Tidak lama, alis Stella bertaut, perhatiannya fokus pada wajah sembap Rella yang sangat kentara. Kantung mata tebal dan memerah, ditambah bekas air mata yang mengering begitu jelas terlihat. "Ela habis nangis?" tanyanya lirih pada diri sendiri.

Menyentuh lengan Rella, belum dua detik, ditarik kembali secepat kilat. "Astaga!" Beralih meniup tangannya yang terasa seperti menyentuh bara api. "Ella panas banget, demam kali, ya?"

Stella menempelkan tangan di dahi Rella, lagi-lagi dalam sekejap mata ditarik kembali. "Ya Tuhan, lo, kok, panas banget, sih, El?"

Bingung harus berbuat apa, hingga yang bisa dilakukan Stella hanyalah menyelimuti tubuh Rella dengan selimut tebal miliknya. Membiarkan gadis itu terlelap di atas sajadah yang ukurannya tidak seberapa.

"Sorry, El, gue nggak bakal bisa bopong lo ke ranjang, apalagi buat bangunin lo, mana tega gue?" ucap Stella penuh rasa tidak enak hati telah membiarkan sahabatnya terbaring di lantai beralas sajadah.

Mengambil kompres dan air dingin, Stella mulai mengaplikasikannya pada dahi Rella. Selang lima menit, handuk putih dicelupkan ke wadah, lalu ditembel kembali pada dahi Rella.

Hal itu dilakukan berulang-ulang sampai Stella menguap untuk ke sekian kali lantaran mengantuk. Akhirnya, Stella berhenti, gadis itu memilih memejam karena malam sudah sangat larut.

"Sleep tight, ya. Hope you nice dream my princess Ela."

Beranjak dari samping Rella, Stella menuju kamar mandi untuk membersihkan diri.
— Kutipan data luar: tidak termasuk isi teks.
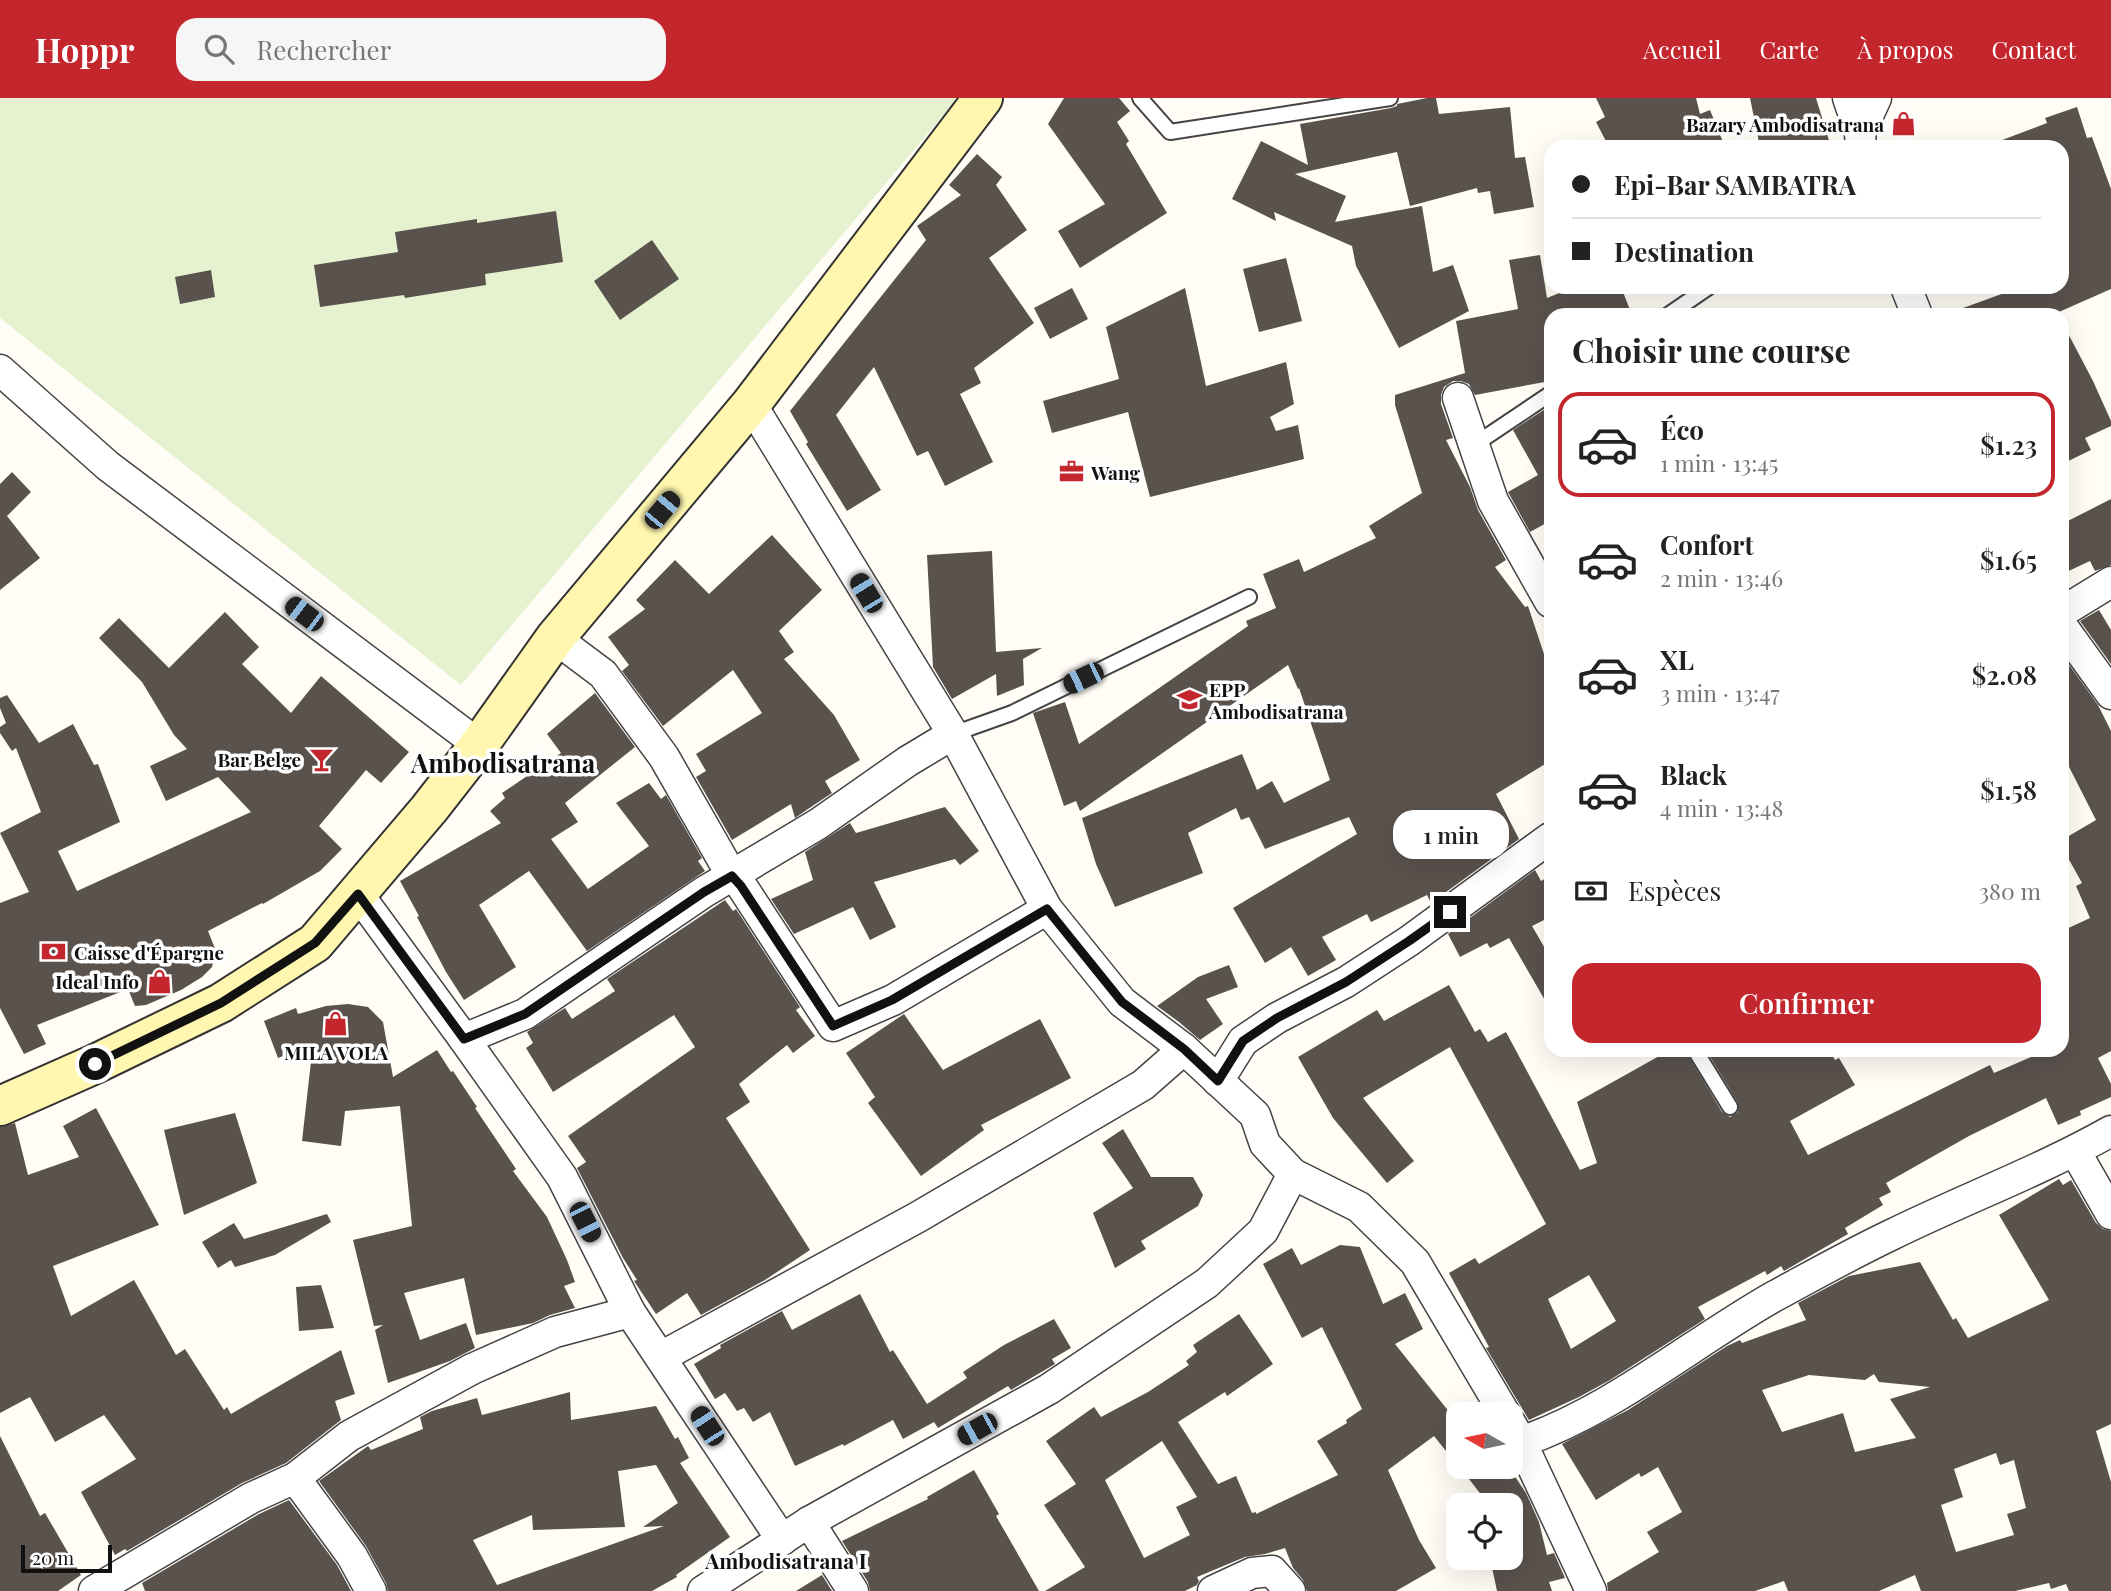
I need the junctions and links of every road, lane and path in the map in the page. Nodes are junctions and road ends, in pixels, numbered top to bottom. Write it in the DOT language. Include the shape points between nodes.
graph roads {
  1 [pos="983,98"];
  2 [pos="1140,98"];
  3 [pos="1390,98"];
  4 [pos="1848,98"];
  5 [pos="1876,98"];
  6 [pos="1861,140"];
  7 [pos="1699,294"];
  8 [pos="1678,308"];
  9 [pos="0,370"];
  10 [pos="1458,398"];
  11 [pos="1544,398"];
  12 [pos="751,404"];
  13 [pos="1474,445"];
  14 [pos="2111,582"];
  15 [pos="1544,591"];
  16 [pos="1249,597"];
  17 [pos="2069,608"];
  18 [pos="2069,636"];
  19 [pos="555,638"];
  20 [pos="2111,694"];
  21 [pos="953,734"];
  22 [pos="479,744"];
  23 [pos="1544,842"];
  24 [pos="732,876"];
  25 [pos="358,894"];
  26 [pos="1047,909"];
  27 [pos="464,1039"];
  28 [pos="1184,1049"];
  29 [pos="1699,1057"];
  30 [pos="1218,1081"];
  31 [pos="0,1106"];
  32 [pos="1730,1107"];
  33 [pos="2111,1131"];
  34 [pos="2075,1151"];
  35 [pos="1293,1174"];
  36 [pos="2111,1214"];
  37 [pos="630,1312"];
  38 [pos="662,1357"];
  39 [pos="1497,1402"];
  40 [pos="1523,1432"];
  41 [pos="1523,1448"];
  42 [pos="295,1478"];
  43 [pos="809,1522"];
  44 [pos="782,1540"];
  45 [pos="94,1591"];
  46 [pos="371,1591"];
  47 [pos="703,1591"];
  48 [pos="853,1591"];
  49 [pos="1213,1591"];
  50 [pos="1290,1591"];
  51 [pos="1591,1591"];
  1 -- 12 [label="main road"];
  2 -- 3 [label="lane" via="1170,132"];
  4 -- 6 [label="street"];
  5 -- 6 [label="street"];
  7 -- 8 [label="lane"];
  9 -- 22 [label="street" via="108,466"];
  10 -- 13 [label="street"];
  11 -- 13 [label="lane"];
  12 -- 19 [label="main road"];
  12 -- 21 [label="street"];
  13 -- 15 [label="street" via="1493,501"];
  14 -- 17 [label="street"];
  16 -- 21 [label="lane" via="1012,713"];
  18 -- 20 [label="street"];
  19 -- 22 [label="main road"];
  19 -- 24 [label="street" via="603,674 664,757"];
  21 -- 24 [label="street"];
  21 -- 26 [label="street"];
  22 -- 25 [label="main road"];
  23 -- 30 [label="street" via="1409,941 1243,1041"];
  24 -- 26 [label="street" via="833,1026 892,1000"];
  24 -- 27 [label="street" via="525,1014"];
  25 -- 27 [label="street"];
  25 -- 31 [label="main road" via="315,943 221,1003"];
  26 -- 28 [label="street" via="1122,1002"];
  27 -- 37 [label="street" via="562,1177"];
  28 -- 30 [label="street"];
  28 -- 38 [label="street" via="1143,1085 918,1217"];
  29 -- 32 [label="lane"];
  30 -- 35 [label="street" via="1255,1115 1265,1144"];
  33 -- 34 [label="street"];
  34 -- 36 [label="street"];
  34 -- 40 [label="street" via="1877,1242 1772,1298 1555,1430"];
  35 -- 39 [label="street" via="1359,1208 1415,1262"];
  35 -- 43 [label="street" via="1263,1231 1207,1283 1049,1389"];
  37 -- 38 [label="street"];
  37 -- 42 [label="street" via="555,1332 472,1370 349,1436"];
  38 -- 44 [label="street"];
  41 -- 51 [label="street"];
  42 -- 45 [label="street" via="251,1498"];
  42 -- 46 [label="street" via="352,1556"];
  43 -- 44 [label="street"];
  43 -- 48 [label="street"];
  44 -- 47 [label="street"];
  49 -- 50 [label="street" via="1252,1573 1272,1571"];
}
Ketika berada di dalam, dilihatnya pakaian Rella yang menumpuk di keranjangan khusus cucian. Tanpa pikir panjang, disentuhnya kain biru muda yang berada paling atas. Basah. Pikiran Stella tertuju pada hujan beberapa waktu lalu yang menghalangi jalannya untuk kembali ke kosan dan mau tidak mau menunggu hujan reda, baru kemudian pulang. 'Jangan-jangan, Rella habis hujan-hujanan?' Pikirnya.